The **median** is the midpoint value in the sorted collection of values.

$$
\text{Median} =\begin{cases}\text{the } \left(\frac{n + 1}{2}\right)^{\text{th}} \text{ term, if } n \text{ is odd} \\Â \\\text{the average of the } \left(\frac{n}{2}\right)^{\text{th}} \text{ and } \left(\frac{n}{2} + 1\right)^{\text{th}} \text{ terms, if } n \text{ is even}\end{cases}
$$

In [None]:
data = [10, 8, 12, 15, 10, 9]
data.sort()
midpoint = len(data) // 2

if len(data) % 2 == 0: 
    median = (data[midpoint] + data[midpoint - 1]) / 2
else:
    median = data[midpoint]

print(f'Median: {median:.2f}')

Median: 10.00


### Mode

The **mode** is simply the value that occurs most frequently.

In [None]:
data = [10, 8, 12, 15, 10, 9]

frequency_counts = {}
for num in data:
    frequency_counts[num] = frequency_counts.get(num, 0) + 1
mode = max(frequency_counts, key=frequency_counts.get)

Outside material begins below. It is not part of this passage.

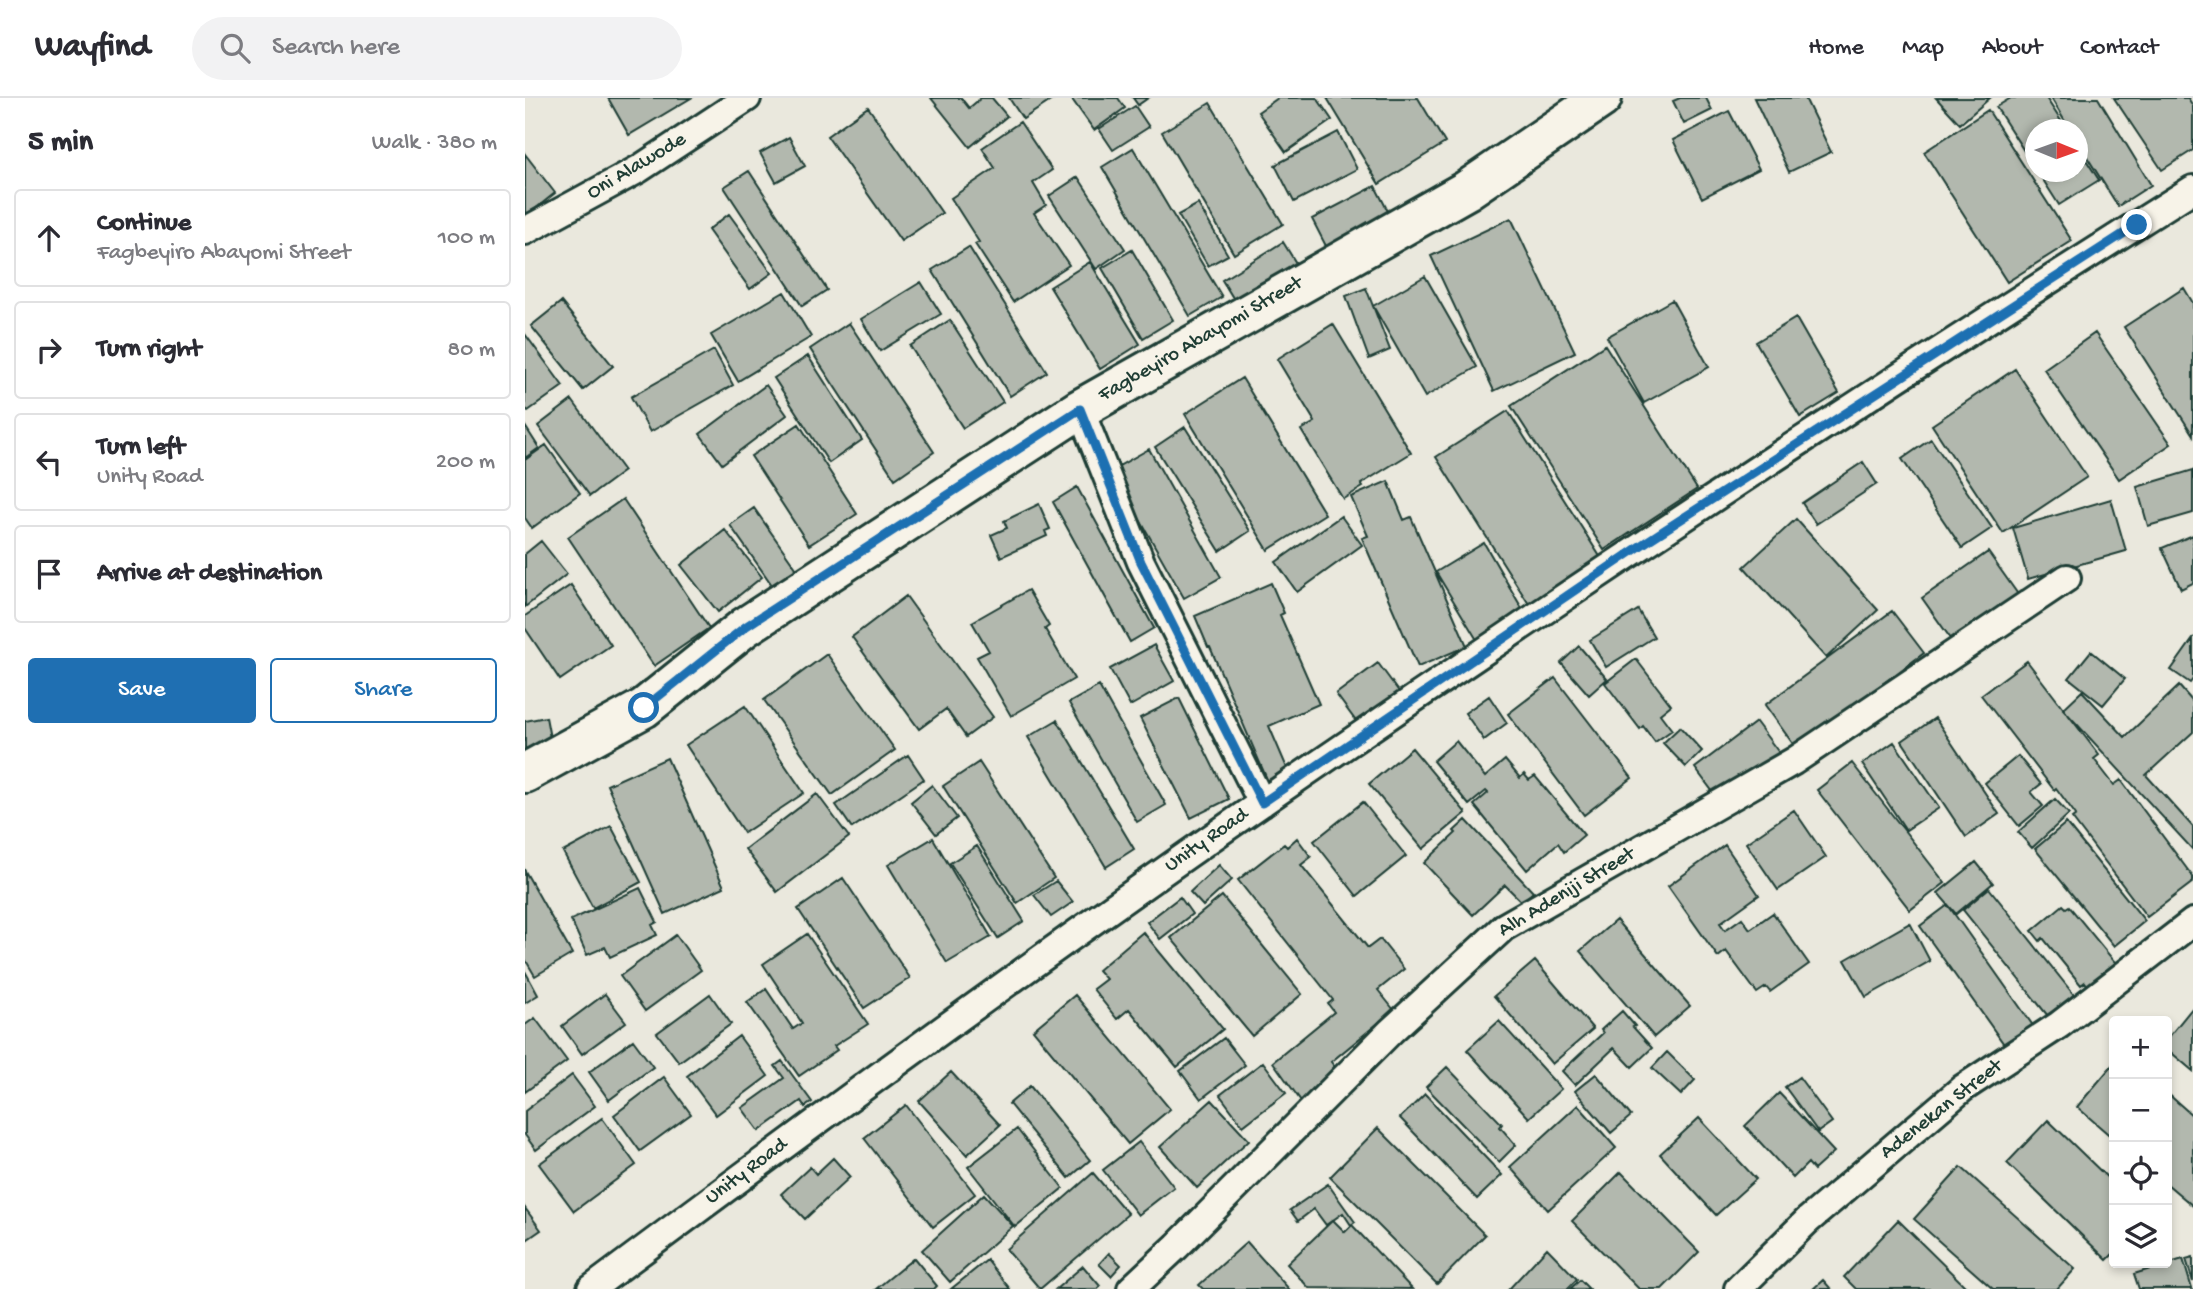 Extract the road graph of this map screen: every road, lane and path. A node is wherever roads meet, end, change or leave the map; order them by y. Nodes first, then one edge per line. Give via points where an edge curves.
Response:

print(f'Mode: {mode:.2f}')

Mode: 10.00



- With small sample sizes, the mean typically provides the most accurate measure of central tendency.
- With larger sample sizes, the mean, median, and mode will tend to coincide, as long as the distribution isn't skewed
- Skewed distributions, in contrast, drag the mean away from the center and toward the tail. Hence, median would be a better representaiton of center.

## Measures of Dispersion

The most widely-used measures of dispersion of values around the center of a distribution are: 

* Range
* Variance
* Standard deviation
* Standard error

IQR is a relatively rare measure of the dispersion.

### Range

Range is simply `max - min` values.

In [None]:
data = [10, 8, 12, 15, 10, 9]
range_value = max(data) - min(data)
print(f'Range: {range_value}')

Range: 7


### Variance

**Variance** (denoted with $\sigma^2$) is the average squared distance between each point and the mean of the distribution: 
$$ \sigma^2 = \frac{1}{n}\sum_{i=1}^n (x_i-\bar{x})^2 $$

In [None]:
data = [10, 8, 12, 15, 10, 9]
variance = np.var(data) 
print(f'Variance: {variance:.2f}')

Variance: 5.22


> Side notes:
> - Technically speaking, we should divide by $n$-1 with a sample of data, but with the large datasets typical of machine learning, it's a negligible difference. If $n$ were equal to a small number like 8 then it would matter.
> - Also technically speaking, the variance of a sample is typically denoted with $s^2$ as opposed to the Greek $\sigma^2$, akin to how $\bar{x}$ denotes the mean of a sample while the Greek $\mu$ is reserved for population mean.

### Standard Deviation

A straightforward derivative of variance is **standard deviation** (denoted with $\sigma$), which is convenient because its units are on the same scale as the values in the distribution: 
$$ \sigma = \sqrt{\sigma^2} $$

A standard deviation close to zero indicates that data points are very close to the mean, whereas a larger standard deviation indicates data points are spread further away from the mean.

In [None]:
data = [10, 8, 12, 15, 10, 9]
standard_deviation = np.std(data)
print(f'Standard Deviation: {standard_deviation:.2f}')

Standard Deviation: 2.29